NLG should not be confused with natural language processing (NLP). This is essentially concerned with extracting meaning from text – concepts, entities, sentiment etc. NLG creates text from data – and we have no shortage of data, but we do have a severe shortage of meaningful information. This is why NLG is becoming much more important than we could have imagined, even just a few years ago. To the credit of Gartner, they have been saying for several years that NLG will rapidly assume greater importance.
The applications of NLG are endless. It has seen rapid uptake in financial services, insurance and retail. NLG can help firms in financial services feed information to regulators, and it can also help them communicate more effectively with customers. Systems are also being created for medical professionals so that the most pressing patient data can be communicated in a speedy manner. However, one of the most significant developments is the uptake of NLG by business intelligence (BI) vendors, including Qlik, Sisense, Tableau, Spotfire and even Information Builders. While we have all been made to believe that staring at charts and graphs is a good way to extract information from data, the reality is often quite different. Advanced NLG takes the data used in various visual artifacts and creates a meaningful language based dialogue. It will identify significant trends, outliers, threshold breaches – and so on. And another very important idea that comes with NLG is that analysis should be top-down. We specify what it is we are interested in, rather than the bottom-up approach that has become dominant. In other words ’this is what I want to know’ rather than ‘tell me what you know’.
Of course we are just at the start of this journey. Adding AI (in the form of NLG) solves many issues that I outlined in ‘Why BI Needs AI’ – and not least the human biases that mean we see what we want to see, rather than what we need to see. We can expect that BI will become increasingly automated, and NLG will be a major component in this. In fact we could question which medium will become the primary output from data analysis – visuals or language. My money is on language, particularly when business people start to realize that a sentence really is worth a thousand charts. If you can pick up your phone and it says to you ‘Sales this month are 2% greater than same period last year, with x,y,z products doing particularly well and a, b, c products badly lagging’, then the case will be closed.

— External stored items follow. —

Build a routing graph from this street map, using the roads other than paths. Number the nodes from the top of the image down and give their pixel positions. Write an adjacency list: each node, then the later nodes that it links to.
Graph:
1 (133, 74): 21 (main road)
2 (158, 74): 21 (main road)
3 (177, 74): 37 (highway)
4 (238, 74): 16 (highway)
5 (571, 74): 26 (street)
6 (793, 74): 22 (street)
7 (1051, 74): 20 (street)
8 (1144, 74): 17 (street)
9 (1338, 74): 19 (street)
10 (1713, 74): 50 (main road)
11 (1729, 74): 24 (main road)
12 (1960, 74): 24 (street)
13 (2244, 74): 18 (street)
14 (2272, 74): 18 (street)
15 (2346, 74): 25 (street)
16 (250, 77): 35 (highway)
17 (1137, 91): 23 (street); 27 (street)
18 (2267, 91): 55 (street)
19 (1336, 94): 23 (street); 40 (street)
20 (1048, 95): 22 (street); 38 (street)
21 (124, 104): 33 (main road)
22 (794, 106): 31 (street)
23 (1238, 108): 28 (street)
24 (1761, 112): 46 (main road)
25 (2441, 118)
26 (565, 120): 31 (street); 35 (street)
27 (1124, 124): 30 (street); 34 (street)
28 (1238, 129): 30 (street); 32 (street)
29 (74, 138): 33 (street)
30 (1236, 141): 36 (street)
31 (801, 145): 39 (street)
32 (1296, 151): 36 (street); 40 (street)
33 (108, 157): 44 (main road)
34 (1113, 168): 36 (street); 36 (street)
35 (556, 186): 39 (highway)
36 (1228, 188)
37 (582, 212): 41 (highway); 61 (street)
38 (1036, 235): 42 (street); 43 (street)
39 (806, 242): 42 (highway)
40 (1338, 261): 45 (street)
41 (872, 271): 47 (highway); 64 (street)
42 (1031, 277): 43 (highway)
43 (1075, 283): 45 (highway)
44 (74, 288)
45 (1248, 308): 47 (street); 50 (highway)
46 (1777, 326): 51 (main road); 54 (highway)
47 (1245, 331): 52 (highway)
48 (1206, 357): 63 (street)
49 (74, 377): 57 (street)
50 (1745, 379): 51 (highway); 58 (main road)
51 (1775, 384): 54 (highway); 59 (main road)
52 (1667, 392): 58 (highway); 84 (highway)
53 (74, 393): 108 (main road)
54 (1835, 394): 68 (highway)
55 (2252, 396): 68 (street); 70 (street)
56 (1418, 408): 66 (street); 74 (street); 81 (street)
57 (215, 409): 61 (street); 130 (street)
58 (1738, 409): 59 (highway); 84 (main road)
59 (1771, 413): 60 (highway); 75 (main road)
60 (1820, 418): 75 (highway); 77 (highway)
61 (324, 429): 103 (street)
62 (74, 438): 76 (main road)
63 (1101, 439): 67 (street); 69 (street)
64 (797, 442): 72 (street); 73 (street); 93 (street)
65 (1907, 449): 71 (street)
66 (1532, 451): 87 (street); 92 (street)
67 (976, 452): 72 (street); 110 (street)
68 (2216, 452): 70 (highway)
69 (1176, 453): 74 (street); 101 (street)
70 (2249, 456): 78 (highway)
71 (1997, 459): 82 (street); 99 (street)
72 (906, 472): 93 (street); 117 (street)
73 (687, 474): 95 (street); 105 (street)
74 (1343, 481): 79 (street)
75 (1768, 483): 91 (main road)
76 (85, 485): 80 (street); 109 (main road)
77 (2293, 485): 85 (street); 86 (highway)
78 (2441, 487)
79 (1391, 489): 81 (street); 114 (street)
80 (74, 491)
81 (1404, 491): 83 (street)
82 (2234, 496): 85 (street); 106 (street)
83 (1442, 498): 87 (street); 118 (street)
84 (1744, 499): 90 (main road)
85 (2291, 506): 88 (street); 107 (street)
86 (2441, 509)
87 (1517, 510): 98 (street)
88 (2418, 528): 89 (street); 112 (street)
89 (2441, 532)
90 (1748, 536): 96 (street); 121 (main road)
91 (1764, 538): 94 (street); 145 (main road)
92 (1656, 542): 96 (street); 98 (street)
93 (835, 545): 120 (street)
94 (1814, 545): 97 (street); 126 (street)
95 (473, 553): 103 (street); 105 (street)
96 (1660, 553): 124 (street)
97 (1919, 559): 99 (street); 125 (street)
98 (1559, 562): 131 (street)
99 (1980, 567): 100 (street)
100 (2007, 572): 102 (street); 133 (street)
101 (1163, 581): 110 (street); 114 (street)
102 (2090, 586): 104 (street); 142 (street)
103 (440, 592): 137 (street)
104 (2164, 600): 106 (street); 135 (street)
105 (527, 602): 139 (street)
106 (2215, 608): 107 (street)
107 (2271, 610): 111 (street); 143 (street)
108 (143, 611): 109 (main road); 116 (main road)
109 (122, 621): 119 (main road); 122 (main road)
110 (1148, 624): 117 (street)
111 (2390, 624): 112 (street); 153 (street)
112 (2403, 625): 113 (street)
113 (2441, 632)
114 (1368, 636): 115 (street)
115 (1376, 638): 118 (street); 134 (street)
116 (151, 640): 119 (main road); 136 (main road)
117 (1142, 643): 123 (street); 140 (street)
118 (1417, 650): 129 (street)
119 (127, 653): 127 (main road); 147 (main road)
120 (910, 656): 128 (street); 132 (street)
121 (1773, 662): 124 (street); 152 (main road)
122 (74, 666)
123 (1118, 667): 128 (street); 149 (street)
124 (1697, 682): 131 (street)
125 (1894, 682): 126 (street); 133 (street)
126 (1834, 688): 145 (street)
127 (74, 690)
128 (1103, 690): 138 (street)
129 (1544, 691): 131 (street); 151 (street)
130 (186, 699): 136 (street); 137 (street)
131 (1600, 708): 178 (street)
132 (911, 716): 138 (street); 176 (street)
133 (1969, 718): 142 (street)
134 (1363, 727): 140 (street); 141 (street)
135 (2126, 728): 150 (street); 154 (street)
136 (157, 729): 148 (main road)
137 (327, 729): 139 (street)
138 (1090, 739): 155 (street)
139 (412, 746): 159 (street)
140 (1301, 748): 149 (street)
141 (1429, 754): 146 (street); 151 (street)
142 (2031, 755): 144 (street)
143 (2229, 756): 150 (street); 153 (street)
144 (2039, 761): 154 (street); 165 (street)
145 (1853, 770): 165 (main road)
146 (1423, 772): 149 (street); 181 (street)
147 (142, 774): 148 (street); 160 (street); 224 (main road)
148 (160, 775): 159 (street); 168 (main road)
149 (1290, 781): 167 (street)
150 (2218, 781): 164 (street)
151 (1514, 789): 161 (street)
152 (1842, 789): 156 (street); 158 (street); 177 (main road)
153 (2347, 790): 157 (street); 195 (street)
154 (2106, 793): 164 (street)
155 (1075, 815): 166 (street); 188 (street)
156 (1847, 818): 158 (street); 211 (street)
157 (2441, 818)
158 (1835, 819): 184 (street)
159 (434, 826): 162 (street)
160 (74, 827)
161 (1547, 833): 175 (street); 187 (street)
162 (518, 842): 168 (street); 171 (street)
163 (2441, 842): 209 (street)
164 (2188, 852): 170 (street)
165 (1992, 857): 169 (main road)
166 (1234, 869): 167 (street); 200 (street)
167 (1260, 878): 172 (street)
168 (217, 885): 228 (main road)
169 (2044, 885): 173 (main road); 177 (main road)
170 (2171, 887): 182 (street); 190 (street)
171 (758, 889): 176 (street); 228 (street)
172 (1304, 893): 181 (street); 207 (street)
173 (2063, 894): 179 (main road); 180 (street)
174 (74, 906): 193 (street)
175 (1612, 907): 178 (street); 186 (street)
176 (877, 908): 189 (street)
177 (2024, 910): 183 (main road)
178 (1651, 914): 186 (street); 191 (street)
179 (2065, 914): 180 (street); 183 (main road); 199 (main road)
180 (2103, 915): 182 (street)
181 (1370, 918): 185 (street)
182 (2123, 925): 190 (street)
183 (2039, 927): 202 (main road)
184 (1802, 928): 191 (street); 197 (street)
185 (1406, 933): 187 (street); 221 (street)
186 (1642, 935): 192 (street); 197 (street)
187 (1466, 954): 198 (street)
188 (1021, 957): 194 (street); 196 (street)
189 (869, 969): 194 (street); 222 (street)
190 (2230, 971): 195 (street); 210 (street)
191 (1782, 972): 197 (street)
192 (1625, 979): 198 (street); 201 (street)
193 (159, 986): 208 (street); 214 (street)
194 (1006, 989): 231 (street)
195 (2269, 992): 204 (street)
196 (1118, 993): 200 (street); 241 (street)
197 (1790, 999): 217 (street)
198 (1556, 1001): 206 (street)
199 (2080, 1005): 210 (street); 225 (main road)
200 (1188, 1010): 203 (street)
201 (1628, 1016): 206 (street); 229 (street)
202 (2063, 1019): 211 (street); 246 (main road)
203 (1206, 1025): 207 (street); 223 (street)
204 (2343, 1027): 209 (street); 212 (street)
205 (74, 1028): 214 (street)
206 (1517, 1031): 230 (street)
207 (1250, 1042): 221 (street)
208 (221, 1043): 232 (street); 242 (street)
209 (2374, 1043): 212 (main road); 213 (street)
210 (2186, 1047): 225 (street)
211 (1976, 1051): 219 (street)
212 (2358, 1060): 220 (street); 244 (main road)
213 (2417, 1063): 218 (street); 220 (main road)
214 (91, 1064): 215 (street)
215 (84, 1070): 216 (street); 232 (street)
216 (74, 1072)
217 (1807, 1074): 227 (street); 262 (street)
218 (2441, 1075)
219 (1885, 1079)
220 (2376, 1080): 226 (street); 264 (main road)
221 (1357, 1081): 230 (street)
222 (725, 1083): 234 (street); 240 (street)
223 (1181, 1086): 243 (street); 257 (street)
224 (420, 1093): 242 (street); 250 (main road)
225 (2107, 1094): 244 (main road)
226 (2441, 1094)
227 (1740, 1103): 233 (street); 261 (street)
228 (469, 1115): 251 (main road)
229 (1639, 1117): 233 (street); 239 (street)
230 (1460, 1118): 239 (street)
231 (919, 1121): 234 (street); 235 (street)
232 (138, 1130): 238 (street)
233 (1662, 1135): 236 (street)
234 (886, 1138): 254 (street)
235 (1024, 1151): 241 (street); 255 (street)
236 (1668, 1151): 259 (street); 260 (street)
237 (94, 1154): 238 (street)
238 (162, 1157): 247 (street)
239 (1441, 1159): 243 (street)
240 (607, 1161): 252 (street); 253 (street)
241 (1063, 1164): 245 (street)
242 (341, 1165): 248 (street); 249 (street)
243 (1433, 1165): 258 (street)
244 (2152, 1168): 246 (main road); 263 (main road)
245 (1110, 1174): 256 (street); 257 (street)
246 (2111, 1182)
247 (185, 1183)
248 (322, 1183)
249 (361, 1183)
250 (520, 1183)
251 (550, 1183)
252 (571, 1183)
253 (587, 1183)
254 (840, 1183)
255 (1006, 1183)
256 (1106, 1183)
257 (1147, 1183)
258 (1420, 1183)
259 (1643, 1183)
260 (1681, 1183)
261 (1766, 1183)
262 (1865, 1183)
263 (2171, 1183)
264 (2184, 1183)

Vendors in the space include:
- Arria – cloud, hosted or embedded NLG
- Automated Insights – Wordsmith NLG used by several BI vendors and support for Excel data.
- LinguaStat – specifically targeted at automated landing pages for customers.
- OnlyBoth Benchmarking Engine – benchmarking customers, suppliers … and creation of tailored messaging.
- Narrative Science – sophisticated and used by many BI vendors.
- Yseop – two products – Savvy for use in BI and Compose for general purpose NLG.